[Collected data entries]

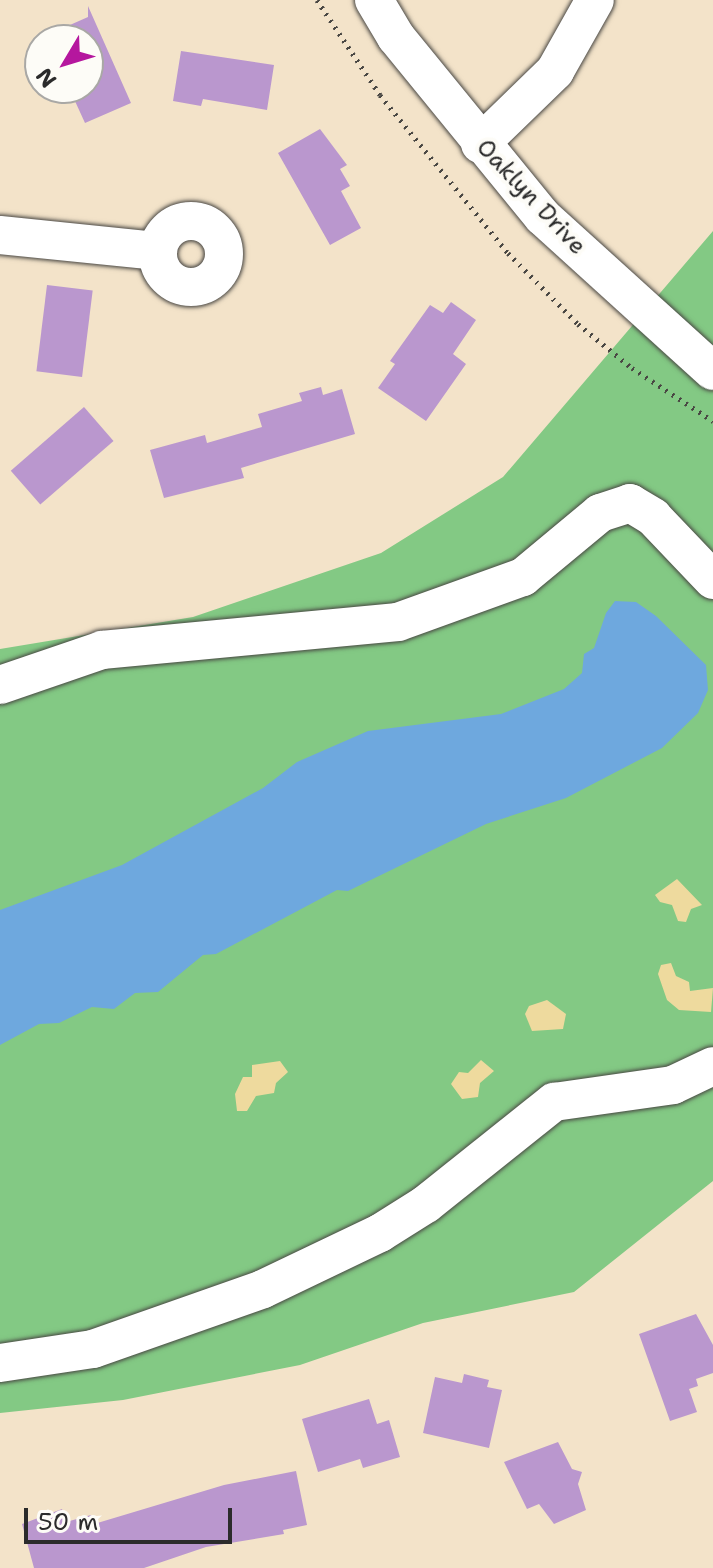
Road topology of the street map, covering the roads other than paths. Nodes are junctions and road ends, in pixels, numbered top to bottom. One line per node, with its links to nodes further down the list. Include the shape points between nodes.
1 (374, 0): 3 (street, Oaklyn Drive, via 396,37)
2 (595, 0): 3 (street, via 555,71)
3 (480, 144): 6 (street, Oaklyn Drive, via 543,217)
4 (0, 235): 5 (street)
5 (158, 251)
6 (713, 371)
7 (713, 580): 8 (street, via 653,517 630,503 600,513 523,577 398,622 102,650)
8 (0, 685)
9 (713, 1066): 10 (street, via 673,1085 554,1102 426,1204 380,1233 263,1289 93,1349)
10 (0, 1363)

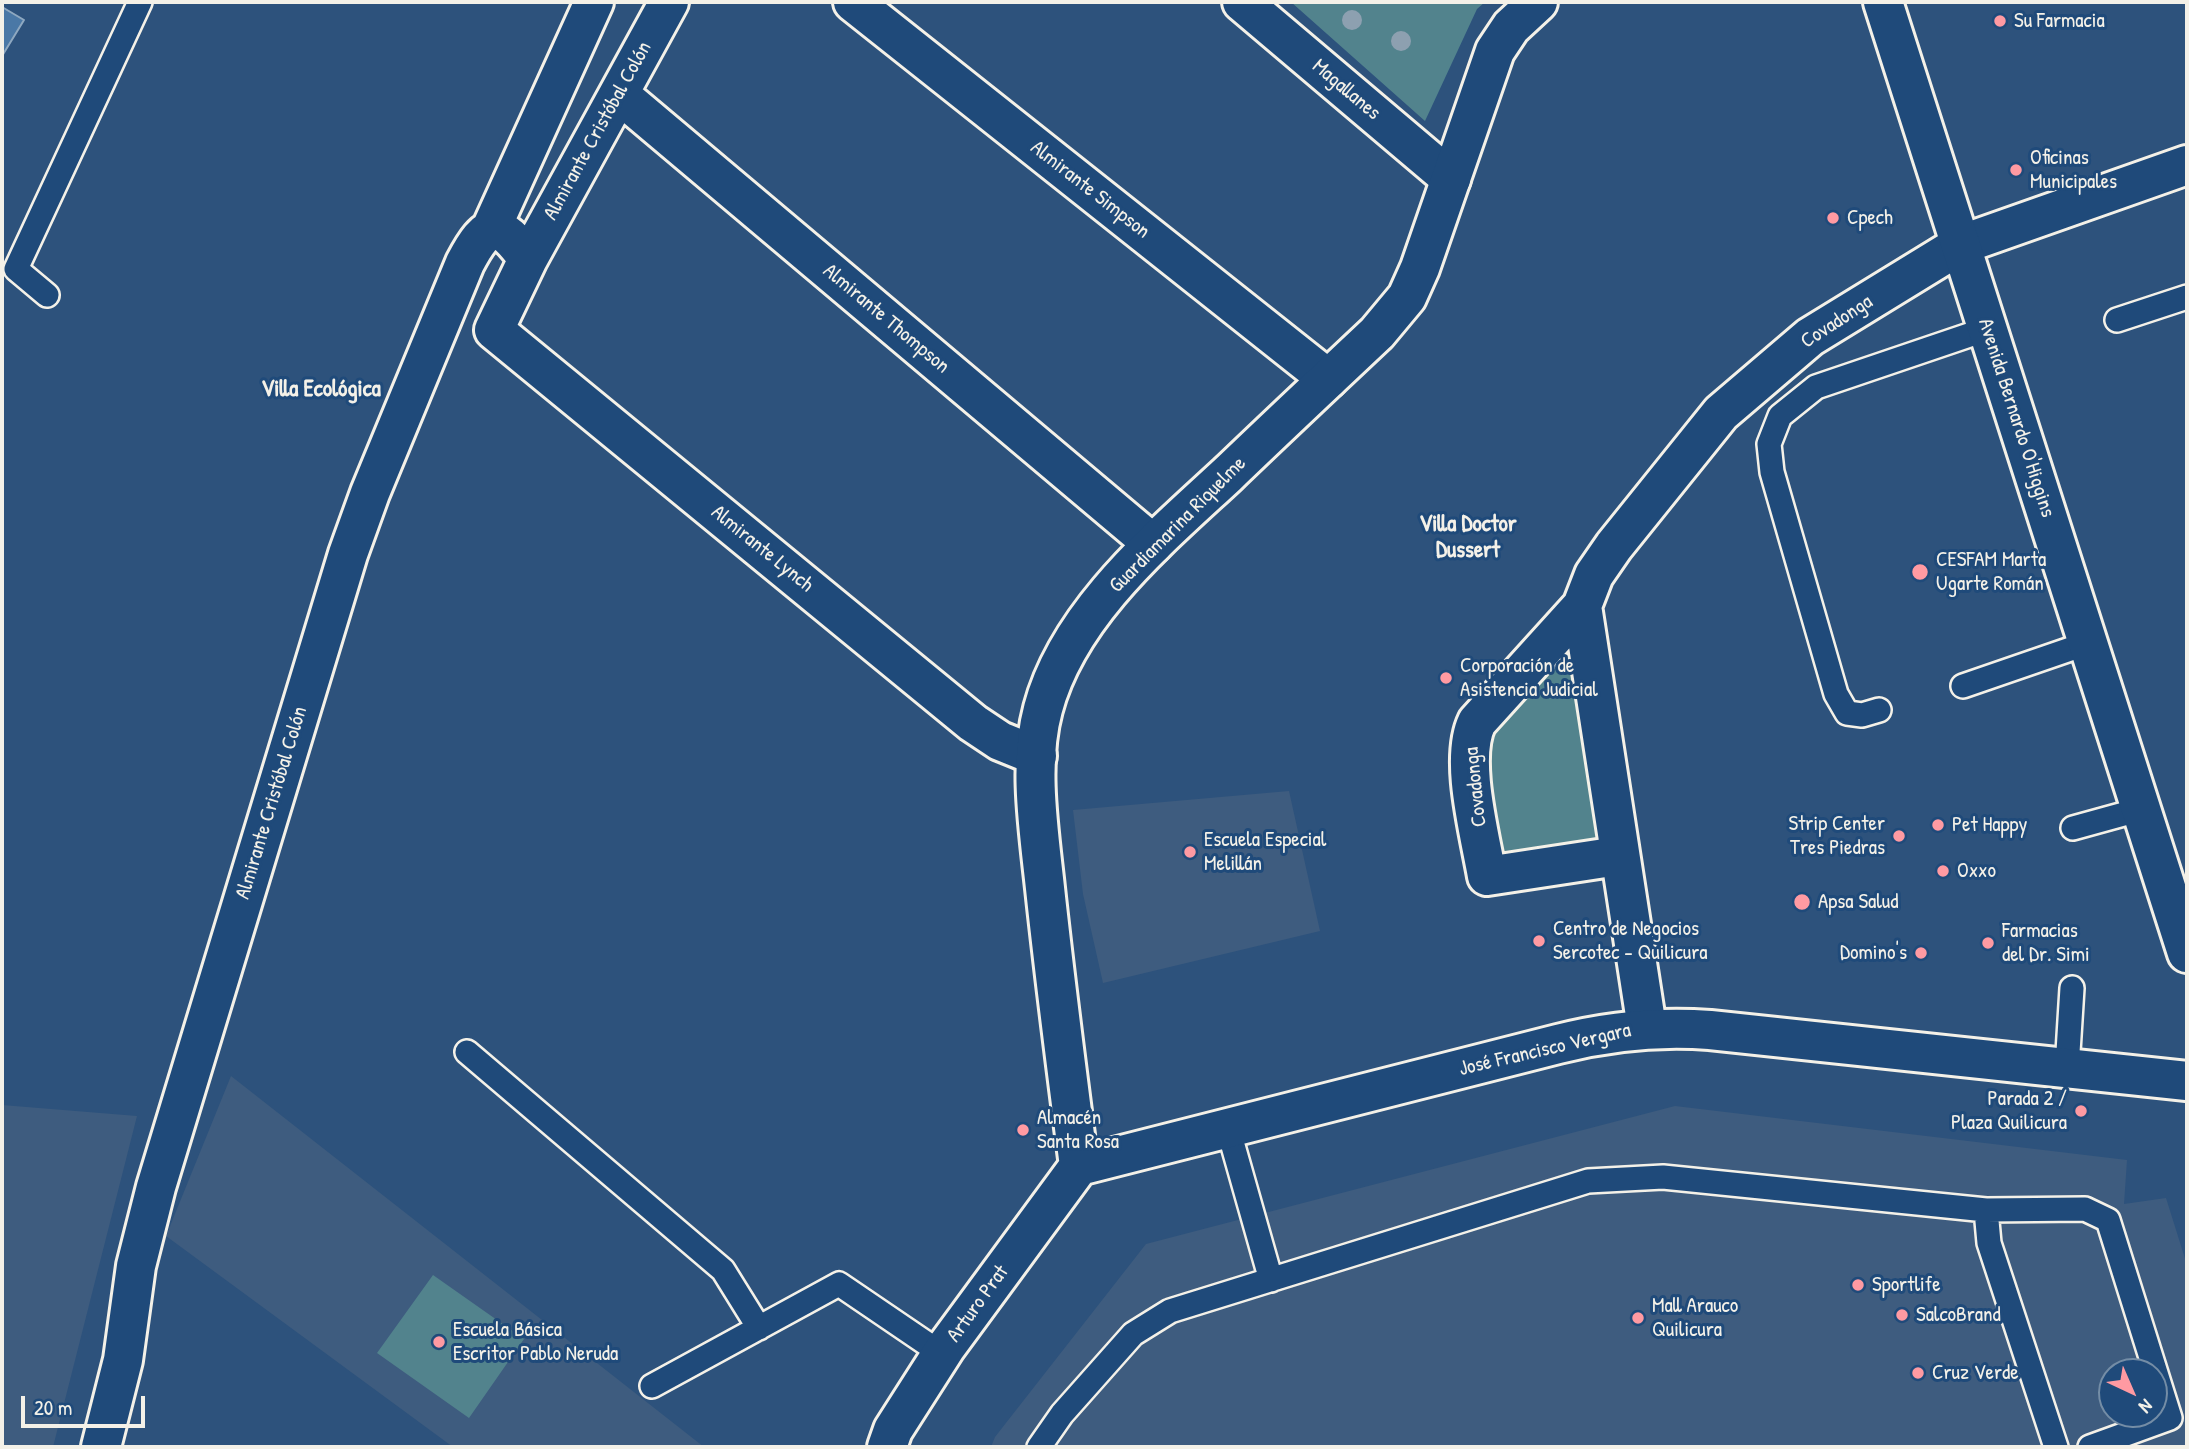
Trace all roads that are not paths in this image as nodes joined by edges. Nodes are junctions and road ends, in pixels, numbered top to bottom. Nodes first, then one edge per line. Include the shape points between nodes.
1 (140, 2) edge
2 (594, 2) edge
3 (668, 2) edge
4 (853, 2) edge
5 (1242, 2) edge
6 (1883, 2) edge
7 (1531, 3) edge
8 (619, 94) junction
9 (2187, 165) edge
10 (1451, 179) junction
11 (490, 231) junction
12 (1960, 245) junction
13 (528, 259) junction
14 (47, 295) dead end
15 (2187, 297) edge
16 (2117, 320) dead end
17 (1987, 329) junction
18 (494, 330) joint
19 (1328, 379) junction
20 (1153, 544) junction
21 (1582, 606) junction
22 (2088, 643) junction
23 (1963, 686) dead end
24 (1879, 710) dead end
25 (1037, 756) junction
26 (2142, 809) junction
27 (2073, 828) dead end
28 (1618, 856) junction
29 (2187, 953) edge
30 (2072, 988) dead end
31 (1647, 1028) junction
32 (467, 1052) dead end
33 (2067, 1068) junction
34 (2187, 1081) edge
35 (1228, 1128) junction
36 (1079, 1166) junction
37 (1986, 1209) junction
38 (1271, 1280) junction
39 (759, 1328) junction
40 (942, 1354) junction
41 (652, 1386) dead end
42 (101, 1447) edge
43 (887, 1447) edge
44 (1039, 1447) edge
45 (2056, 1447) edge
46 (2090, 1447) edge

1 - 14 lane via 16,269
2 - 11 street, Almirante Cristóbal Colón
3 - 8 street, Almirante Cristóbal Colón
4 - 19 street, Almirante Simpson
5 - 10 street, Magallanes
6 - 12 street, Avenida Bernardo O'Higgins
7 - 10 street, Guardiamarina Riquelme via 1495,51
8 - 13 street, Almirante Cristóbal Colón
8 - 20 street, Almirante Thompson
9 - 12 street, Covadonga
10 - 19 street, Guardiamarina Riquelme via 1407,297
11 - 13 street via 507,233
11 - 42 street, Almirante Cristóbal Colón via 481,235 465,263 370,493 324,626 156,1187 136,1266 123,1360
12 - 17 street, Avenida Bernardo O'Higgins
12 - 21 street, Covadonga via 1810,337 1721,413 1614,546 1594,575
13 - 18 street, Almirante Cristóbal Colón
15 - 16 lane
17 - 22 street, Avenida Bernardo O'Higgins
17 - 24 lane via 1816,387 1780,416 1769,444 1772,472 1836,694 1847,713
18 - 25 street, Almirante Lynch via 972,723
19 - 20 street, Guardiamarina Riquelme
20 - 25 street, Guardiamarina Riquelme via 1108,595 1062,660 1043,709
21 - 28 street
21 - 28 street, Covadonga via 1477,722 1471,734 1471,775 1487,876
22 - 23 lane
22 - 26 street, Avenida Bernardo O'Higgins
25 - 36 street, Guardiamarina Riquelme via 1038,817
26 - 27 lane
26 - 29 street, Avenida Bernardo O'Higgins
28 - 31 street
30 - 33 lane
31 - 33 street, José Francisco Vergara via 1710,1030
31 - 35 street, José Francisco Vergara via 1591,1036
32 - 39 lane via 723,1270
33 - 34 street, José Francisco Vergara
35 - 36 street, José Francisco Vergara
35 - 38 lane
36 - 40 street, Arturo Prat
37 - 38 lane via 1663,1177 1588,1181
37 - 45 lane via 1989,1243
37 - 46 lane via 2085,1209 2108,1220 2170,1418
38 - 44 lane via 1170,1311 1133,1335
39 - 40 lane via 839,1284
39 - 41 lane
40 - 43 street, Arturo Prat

---

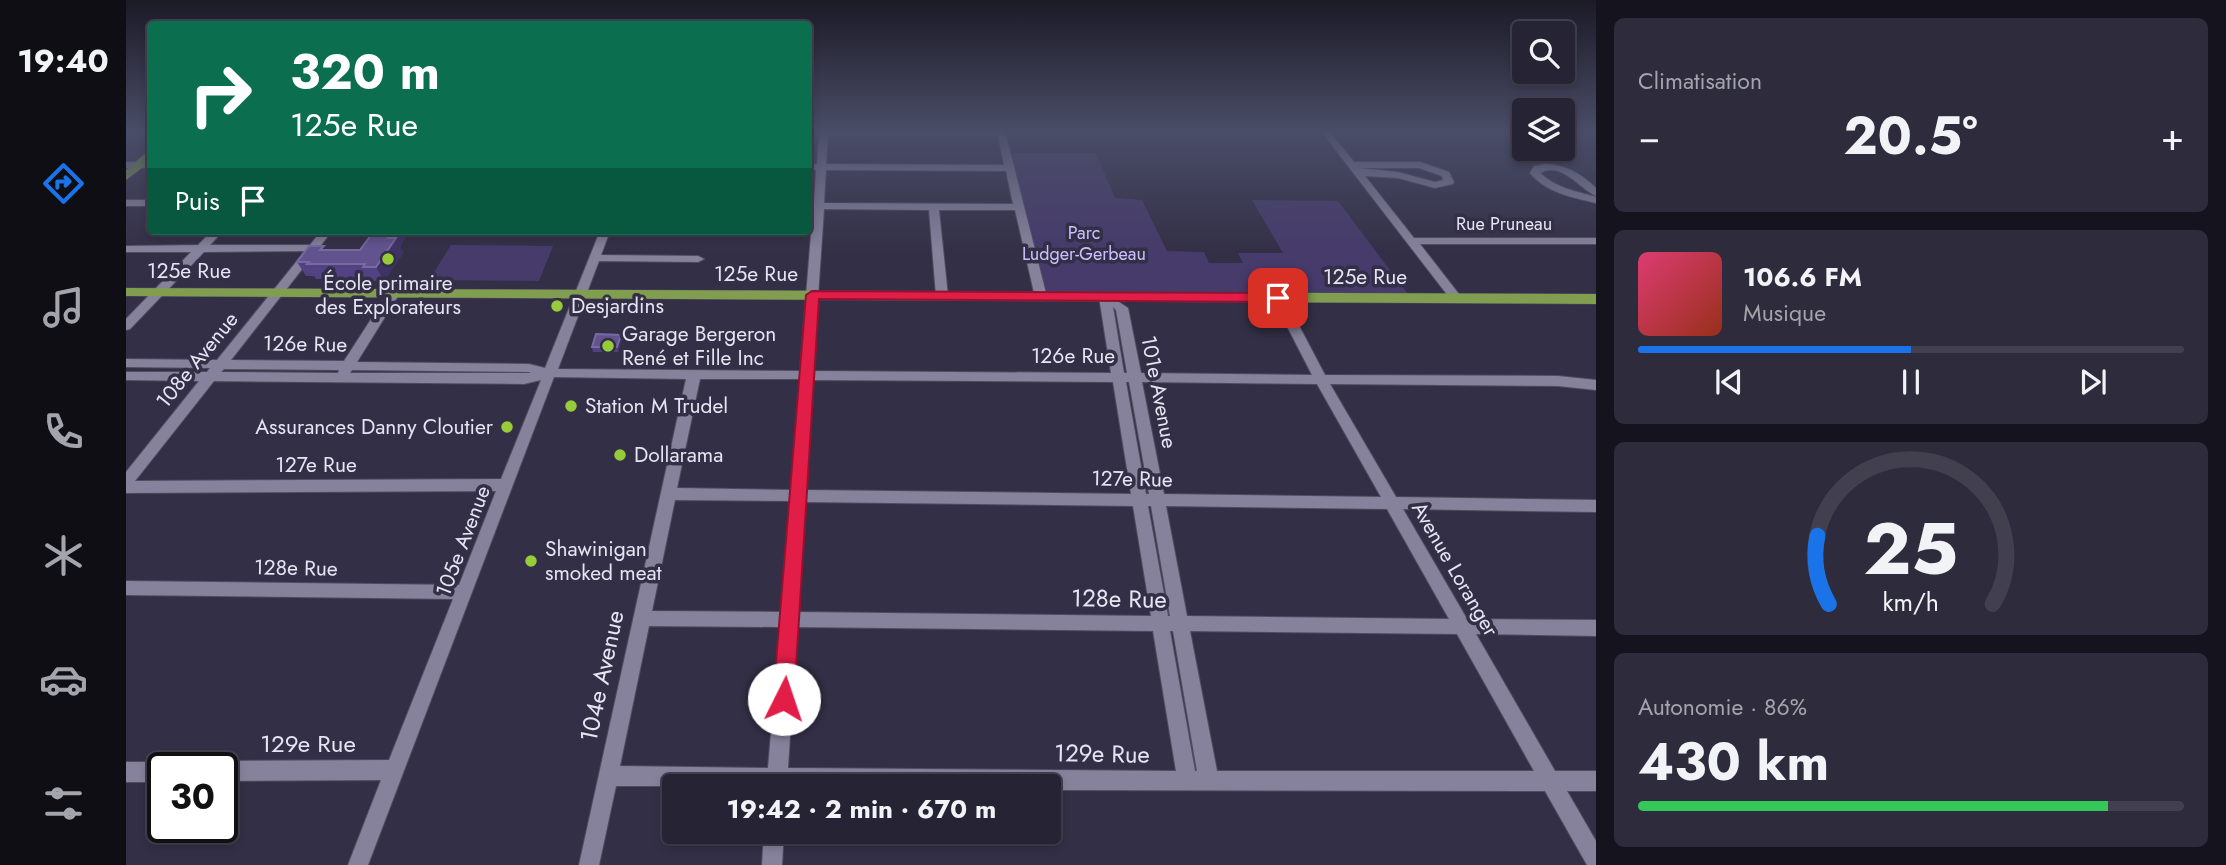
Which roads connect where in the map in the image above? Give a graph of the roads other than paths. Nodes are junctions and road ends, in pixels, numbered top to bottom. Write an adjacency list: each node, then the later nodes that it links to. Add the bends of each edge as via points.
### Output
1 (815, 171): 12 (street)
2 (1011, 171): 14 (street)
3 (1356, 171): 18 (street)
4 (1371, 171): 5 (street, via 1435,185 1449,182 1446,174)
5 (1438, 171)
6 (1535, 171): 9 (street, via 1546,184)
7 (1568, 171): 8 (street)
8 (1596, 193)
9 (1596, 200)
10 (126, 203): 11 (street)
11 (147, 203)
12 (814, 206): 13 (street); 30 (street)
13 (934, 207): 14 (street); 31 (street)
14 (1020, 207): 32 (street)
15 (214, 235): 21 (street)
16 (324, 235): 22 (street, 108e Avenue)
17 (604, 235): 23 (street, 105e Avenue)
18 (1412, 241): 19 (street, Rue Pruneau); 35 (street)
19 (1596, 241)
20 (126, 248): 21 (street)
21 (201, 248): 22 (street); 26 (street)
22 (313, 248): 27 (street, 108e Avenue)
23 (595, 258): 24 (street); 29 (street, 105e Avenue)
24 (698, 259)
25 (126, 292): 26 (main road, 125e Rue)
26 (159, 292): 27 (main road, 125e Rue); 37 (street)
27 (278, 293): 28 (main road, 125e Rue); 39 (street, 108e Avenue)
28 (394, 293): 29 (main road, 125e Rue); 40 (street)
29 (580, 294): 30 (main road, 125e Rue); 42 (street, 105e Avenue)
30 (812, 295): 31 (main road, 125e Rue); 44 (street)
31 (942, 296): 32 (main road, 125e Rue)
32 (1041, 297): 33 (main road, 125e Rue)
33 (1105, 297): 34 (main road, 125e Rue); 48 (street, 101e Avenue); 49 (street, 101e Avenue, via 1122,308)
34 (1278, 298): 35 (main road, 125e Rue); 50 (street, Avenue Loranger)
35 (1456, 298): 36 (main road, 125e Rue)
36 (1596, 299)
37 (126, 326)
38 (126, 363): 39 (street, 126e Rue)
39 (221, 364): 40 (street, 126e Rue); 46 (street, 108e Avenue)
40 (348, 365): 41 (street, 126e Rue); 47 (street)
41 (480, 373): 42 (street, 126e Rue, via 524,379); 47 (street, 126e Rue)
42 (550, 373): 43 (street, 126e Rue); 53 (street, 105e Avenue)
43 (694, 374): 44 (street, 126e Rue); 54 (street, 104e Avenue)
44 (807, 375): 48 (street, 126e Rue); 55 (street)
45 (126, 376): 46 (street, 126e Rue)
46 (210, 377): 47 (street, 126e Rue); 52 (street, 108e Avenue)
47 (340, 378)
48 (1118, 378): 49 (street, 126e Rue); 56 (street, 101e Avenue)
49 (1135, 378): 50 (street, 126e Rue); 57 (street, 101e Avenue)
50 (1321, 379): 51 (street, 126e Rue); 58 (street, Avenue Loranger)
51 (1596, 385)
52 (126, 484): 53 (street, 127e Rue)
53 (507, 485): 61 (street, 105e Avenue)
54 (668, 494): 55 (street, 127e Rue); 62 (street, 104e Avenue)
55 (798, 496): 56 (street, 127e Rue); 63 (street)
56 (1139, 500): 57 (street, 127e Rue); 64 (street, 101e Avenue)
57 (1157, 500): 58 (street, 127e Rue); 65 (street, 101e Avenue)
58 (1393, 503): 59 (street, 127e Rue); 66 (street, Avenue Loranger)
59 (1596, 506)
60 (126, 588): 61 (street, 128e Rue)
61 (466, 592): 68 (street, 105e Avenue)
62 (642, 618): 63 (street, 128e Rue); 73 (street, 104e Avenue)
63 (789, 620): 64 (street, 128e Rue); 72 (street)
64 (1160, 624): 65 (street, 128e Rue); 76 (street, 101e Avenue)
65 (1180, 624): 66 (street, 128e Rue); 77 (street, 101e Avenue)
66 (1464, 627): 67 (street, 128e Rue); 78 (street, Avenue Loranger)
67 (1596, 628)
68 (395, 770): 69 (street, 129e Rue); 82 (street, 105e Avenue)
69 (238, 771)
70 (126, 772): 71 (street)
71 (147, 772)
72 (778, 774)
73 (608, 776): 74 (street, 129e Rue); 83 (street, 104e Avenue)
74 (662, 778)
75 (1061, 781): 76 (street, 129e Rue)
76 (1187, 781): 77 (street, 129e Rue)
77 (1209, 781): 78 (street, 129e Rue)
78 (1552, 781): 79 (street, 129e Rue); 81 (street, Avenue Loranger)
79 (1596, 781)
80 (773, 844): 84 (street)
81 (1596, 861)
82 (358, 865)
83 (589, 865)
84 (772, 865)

_Aim of the task_
Consider the entries above and return each line with the string "Guardiamarina".

_Worked solution_
7 - 10 street, Guardiamarina Riquelme via 1495,51
10 - 19 street, Guardiamarina Riquelme via 1407,297
19 - 20 street, Guardiamarina Riquelme
20 - 25 street, Guardiamarina Riquelme via 1108,595 1062,660 1043,709
25 - 36 street, Guardiamarina Riquelme via 1038,817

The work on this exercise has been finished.